(Records from a data collection)

== Segment start ==

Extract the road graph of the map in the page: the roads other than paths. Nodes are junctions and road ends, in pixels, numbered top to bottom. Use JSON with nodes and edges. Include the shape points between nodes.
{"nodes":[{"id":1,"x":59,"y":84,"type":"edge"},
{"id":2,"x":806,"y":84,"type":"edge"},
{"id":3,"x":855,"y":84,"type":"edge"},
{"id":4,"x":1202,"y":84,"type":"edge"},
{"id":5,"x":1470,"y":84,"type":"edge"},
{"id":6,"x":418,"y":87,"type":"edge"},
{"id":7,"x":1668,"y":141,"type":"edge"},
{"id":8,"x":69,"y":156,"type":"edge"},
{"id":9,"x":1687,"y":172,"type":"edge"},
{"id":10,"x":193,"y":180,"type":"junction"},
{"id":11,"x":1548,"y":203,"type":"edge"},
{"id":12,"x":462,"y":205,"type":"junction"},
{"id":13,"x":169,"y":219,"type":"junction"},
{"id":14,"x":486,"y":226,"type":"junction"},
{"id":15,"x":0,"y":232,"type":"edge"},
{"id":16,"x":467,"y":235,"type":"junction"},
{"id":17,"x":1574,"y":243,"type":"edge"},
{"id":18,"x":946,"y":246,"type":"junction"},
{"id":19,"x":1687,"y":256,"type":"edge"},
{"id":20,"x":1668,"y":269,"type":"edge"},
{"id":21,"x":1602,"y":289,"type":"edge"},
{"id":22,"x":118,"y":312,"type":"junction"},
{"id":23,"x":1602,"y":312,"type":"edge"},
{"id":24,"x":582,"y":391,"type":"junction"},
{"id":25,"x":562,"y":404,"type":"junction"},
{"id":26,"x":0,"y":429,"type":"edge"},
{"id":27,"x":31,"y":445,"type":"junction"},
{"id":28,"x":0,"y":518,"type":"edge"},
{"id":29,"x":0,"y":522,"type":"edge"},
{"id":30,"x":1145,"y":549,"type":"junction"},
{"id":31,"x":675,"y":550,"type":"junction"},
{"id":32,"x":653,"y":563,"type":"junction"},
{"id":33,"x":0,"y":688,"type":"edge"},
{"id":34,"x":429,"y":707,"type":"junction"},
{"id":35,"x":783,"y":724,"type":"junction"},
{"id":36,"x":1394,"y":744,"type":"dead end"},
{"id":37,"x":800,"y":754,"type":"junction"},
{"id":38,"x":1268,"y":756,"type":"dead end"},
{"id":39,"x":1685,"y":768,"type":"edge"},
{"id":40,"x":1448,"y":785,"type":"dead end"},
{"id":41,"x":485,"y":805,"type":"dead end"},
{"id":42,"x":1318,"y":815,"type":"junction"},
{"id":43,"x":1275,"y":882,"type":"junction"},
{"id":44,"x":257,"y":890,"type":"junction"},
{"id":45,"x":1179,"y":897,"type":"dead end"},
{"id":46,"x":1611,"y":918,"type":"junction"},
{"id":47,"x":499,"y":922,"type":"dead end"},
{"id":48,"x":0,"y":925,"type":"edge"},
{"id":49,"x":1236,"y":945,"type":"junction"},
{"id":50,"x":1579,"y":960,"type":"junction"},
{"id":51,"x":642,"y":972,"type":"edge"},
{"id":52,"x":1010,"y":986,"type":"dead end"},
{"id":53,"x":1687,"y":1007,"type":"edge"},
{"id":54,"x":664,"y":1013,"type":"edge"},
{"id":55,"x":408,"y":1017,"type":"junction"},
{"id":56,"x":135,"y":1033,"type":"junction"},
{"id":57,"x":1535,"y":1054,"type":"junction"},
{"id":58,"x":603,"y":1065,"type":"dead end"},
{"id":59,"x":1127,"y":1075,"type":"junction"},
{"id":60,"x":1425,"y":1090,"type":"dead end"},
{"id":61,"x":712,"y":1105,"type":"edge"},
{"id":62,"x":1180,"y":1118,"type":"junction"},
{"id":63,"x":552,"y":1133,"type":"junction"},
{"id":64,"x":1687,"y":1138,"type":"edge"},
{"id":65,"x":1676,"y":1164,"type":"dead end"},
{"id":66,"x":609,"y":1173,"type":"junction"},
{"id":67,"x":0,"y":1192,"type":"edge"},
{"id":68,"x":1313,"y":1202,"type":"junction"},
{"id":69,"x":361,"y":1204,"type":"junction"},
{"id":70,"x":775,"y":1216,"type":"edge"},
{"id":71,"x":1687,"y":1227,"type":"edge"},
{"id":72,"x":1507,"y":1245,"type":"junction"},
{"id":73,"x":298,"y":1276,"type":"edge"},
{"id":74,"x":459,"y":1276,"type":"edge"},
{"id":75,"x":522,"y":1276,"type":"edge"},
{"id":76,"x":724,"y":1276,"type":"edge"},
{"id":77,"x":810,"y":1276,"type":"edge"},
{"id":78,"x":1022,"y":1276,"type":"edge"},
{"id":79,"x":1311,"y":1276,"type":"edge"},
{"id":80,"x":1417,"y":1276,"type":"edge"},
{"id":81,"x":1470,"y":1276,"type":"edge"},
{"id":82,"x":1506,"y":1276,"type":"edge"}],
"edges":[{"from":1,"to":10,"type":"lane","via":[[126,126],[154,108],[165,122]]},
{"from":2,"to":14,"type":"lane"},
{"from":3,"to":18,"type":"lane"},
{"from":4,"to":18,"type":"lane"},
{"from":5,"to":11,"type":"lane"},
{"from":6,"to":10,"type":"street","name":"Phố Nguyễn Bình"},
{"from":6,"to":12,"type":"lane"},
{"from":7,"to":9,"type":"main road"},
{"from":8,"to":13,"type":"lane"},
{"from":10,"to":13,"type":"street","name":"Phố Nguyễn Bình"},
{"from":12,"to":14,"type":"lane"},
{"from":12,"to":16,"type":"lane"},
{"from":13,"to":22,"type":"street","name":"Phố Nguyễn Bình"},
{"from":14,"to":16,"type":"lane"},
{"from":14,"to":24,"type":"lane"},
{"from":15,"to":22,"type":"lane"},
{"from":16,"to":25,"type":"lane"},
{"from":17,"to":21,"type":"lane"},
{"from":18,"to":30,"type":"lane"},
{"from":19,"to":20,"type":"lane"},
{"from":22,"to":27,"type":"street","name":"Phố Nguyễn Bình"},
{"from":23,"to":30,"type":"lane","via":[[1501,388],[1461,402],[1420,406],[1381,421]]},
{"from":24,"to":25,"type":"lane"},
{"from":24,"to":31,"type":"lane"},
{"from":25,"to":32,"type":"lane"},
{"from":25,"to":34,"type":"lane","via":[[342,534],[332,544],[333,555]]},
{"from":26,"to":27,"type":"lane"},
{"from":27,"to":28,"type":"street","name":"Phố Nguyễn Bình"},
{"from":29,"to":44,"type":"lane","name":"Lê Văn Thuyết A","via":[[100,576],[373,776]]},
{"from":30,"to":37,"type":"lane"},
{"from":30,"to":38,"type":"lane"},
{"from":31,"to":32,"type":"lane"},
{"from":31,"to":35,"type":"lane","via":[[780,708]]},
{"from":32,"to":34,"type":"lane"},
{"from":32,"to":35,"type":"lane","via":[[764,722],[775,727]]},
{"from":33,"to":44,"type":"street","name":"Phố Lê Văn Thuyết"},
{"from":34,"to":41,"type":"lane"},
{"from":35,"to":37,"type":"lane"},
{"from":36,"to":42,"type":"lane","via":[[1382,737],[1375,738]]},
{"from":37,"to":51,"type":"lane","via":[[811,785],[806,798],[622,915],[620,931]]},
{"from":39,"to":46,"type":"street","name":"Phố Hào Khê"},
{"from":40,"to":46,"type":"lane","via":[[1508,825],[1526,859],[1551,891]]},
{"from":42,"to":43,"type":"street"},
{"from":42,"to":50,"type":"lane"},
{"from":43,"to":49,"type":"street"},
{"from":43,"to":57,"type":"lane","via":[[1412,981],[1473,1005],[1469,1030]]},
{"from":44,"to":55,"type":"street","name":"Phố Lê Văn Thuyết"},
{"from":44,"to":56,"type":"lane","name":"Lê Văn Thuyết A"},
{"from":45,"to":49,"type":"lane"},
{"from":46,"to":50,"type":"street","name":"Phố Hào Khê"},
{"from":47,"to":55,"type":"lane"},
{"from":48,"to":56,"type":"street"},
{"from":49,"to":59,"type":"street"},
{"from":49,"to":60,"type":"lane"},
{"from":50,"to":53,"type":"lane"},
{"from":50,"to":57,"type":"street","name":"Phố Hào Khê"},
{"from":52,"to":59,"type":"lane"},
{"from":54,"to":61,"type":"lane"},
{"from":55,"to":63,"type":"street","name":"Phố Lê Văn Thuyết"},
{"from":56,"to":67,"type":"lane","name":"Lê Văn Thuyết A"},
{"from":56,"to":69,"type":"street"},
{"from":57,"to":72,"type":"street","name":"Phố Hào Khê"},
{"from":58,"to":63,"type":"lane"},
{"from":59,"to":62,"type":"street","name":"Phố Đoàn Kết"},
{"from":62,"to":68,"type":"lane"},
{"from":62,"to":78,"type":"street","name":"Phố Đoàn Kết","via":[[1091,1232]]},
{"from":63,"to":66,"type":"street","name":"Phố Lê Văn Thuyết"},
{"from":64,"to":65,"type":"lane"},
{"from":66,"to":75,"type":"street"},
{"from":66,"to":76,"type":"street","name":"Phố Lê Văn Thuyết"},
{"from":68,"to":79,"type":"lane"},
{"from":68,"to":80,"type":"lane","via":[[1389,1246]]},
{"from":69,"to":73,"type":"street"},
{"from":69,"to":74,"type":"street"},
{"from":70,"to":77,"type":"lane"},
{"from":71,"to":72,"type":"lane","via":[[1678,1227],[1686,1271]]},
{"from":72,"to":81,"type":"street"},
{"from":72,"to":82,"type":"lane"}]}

== Segment end ==

From the entries, report each line that includes the word "Đoàn".

Response to this exercise:
{"from":59,"to":62,"type":"street","name":"Phố Đoàn Kết"},
{"from":62,"to":78,"type":"street","name":"Phố Đoàn Kết","via":[[1091,1232]]},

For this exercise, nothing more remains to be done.